## To do
Which lines of the data contain the string "roads"? Copy every one of them.

## Source data
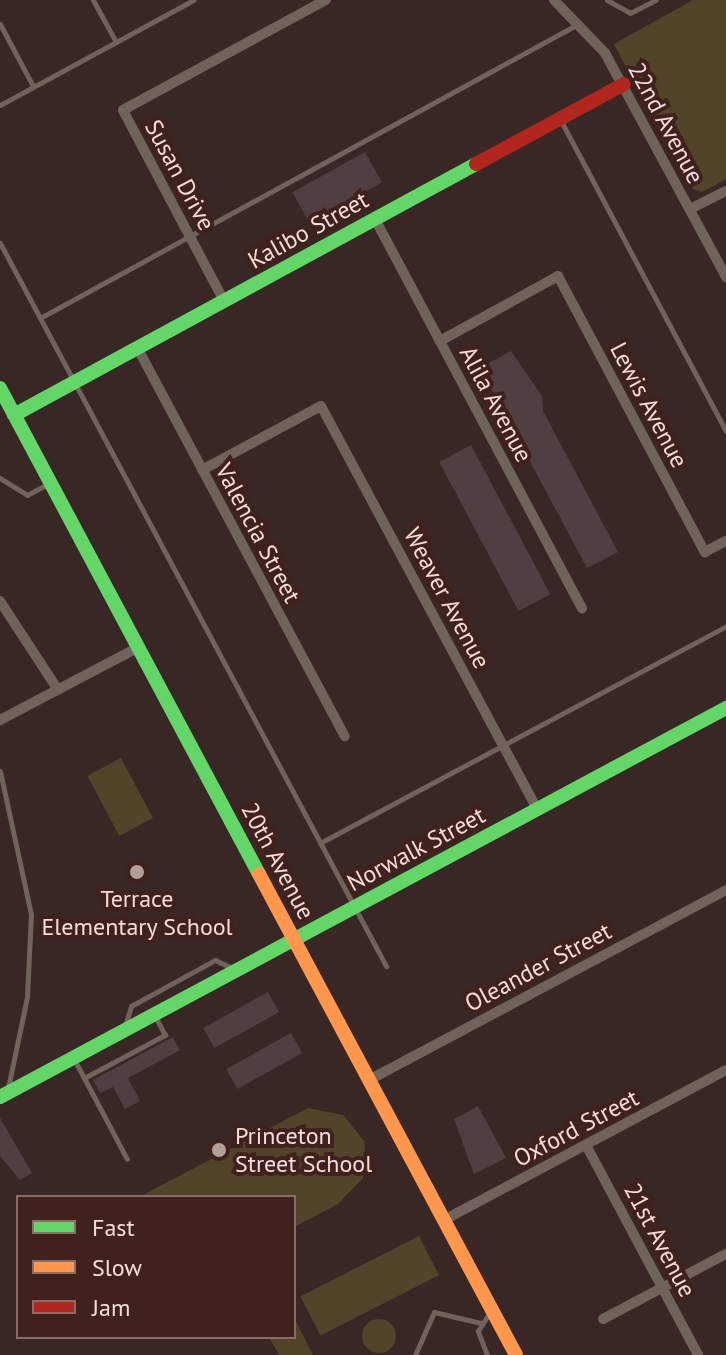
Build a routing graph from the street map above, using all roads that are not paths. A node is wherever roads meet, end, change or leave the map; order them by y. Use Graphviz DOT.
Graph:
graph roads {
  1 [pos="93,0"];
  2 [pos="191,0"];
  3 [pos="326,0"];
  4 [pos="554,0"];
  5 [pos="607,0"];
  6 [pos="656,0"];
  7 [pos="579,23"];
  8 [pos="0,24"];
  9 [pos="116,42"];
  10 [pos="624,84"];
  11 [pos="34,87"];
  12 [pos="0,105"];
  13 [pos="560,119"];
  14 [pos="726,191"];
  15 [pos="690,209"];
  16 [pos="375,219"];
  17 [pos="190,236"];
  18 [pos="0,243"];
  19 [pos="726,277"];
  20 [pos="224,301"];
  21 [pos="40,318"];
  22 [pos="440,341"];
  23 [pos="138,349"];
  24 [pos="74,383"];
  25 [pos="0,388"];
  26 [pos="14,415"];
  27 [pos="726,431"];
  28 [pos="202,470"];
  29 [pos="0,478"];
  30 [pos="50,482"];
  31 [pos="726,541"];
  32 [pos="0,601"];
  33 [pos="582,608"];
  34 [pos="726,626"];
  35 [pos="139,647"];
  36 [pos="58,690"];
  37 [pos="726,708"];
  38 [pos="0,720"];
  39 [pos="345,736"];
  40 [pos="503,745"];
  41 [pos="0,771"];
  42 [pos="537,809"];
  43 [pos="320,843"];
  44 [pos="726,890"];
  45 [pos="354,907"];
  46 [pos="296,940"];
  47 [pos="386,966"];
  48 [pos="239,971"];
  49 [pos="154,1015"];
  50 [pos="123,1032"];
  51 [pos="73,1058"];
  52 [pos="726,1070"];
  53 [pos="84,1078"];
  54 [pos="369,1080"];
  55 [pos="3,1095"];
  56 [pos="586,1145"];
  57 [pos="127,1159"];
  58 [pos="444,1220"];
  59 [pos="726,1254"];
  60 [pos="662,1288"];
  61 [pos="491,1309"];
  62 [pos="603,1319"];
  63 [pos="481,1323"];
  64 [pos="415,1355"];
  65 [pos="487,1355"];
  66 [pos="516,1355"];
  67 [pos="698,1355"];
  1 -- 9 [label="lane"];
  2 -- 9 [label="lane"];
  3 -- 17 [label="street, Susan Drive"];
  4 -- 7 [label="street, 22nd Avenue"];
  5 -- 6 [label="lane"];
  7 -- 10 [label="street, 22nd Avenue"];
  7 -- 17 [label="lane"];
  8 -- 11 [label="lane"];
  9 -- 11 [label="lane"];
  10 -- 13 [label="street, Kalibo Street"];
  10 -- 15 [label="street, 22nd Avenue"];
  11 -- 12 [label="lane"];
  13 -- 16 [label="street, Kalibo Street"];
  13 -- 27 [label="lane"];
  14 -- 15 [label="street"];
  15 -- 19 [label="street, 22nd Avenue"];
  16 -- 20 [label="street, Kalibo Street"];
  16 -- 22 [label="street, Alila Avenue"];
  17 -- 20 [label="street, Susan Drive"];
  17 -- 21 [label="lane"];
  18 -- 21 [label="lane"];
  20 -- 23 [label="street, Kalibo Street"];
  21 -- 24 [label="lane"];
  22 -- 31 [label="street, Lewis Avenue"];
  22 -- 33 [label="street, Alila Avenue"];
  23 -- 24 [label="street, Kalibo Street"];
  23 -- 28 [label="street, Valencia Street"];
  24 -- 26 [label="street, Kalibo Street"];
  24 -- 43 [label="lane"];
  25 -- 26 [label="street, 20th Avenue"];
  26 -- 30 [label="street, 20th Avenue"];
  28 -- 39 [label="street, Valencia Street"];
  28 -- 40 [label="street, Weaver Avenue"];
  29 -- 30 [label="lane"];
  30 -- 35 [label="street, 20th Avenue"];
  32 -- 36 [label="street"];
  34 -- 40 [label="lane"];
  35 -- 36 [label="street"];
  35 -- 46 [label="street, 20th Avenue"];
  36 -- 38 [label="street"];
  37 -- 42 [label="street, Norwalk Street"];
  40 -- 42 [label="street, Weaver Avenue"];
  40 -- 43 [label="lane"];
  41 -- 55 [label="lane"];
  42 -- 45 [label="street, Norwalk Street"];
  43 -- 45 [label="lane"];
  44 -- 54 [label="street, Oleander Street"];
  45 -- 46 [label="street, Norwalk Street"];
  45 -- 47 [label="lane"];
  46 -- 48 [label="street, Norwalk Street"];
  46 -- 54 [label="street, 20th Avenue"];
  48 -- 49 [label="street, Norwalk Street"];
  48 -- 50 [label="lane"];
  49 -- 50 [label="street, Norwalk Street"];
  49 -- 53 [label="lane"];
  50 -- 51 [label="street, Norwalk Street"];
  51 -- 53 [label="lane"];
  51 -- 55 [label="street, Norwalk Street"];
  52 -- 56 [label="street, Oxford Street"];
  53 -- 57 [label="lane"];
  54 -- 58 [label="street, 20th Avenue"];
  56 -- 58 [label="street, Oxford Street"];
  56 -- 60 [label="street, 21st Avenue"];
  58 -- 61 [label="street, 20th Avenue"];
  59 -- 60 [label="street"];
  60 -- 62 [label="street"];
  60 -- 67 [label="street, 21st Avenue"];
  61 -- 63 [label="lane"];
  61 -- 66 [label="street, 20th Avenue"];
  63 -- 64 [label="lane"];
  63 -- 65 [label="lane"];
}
==
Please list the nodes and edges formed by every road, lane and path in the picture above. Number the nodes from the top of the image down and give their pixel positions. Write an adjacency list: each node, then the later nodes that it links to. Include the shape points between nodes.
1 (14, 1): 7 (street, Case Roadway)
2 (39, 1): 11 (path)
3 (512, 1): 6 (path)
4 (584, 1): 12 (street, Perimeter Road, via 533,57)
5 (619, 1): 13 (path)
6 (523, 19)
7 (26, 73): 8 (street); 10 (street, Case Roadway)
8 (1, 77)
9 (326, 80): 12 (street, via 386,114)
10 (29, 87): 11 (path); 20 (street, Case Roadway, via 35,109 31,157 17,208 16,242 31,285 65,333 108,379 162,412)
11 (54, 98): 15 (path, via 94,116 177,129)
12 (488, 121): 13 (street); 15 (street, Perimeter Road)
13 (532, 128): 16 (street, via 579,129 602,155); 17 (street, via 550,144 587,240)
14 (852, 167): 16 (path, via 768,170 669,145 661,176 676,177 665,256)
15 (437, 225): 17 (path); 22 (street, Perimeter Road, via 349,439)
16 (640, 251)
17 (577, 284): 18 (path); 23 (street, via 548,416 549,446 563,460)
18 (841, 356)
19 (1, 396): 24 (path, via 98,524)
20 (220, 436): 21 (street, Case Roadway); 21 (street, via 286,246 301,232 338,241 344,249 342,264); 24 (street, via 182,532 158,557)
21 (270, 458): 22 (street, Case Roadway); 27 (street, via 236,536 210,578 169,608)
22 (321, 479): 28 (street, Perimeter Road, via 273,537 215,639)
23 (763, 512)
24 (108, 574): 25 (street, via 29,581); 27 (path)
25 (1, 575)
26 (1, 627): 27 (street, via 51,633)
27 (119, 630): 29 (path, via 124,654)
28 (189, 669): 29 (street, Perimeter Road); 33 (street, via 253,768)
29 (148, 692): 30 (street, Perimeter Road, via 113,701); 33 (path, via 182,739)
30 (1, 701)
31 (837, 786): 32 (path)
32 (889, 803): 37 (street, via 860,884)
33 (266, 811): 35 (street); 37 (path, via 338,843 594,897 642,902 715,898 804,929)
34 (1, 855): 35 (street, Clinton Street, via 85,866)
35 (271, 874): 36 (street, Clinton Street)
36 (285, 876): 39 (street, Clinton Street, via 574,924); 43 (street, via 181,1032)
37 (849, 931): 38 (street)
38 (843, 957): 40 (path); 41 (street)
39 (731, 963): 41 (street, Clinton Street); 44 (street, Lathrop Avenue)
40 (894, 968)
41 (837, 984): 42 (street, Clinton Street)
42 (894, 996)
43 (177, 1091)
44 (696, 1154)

## Finished exercise
Build a routing graph from the street map above, using all roads that are not paths. A node is wherever roads meet, end, change or leave the map; order them by y. Use Graphviz DOT.
graph roads {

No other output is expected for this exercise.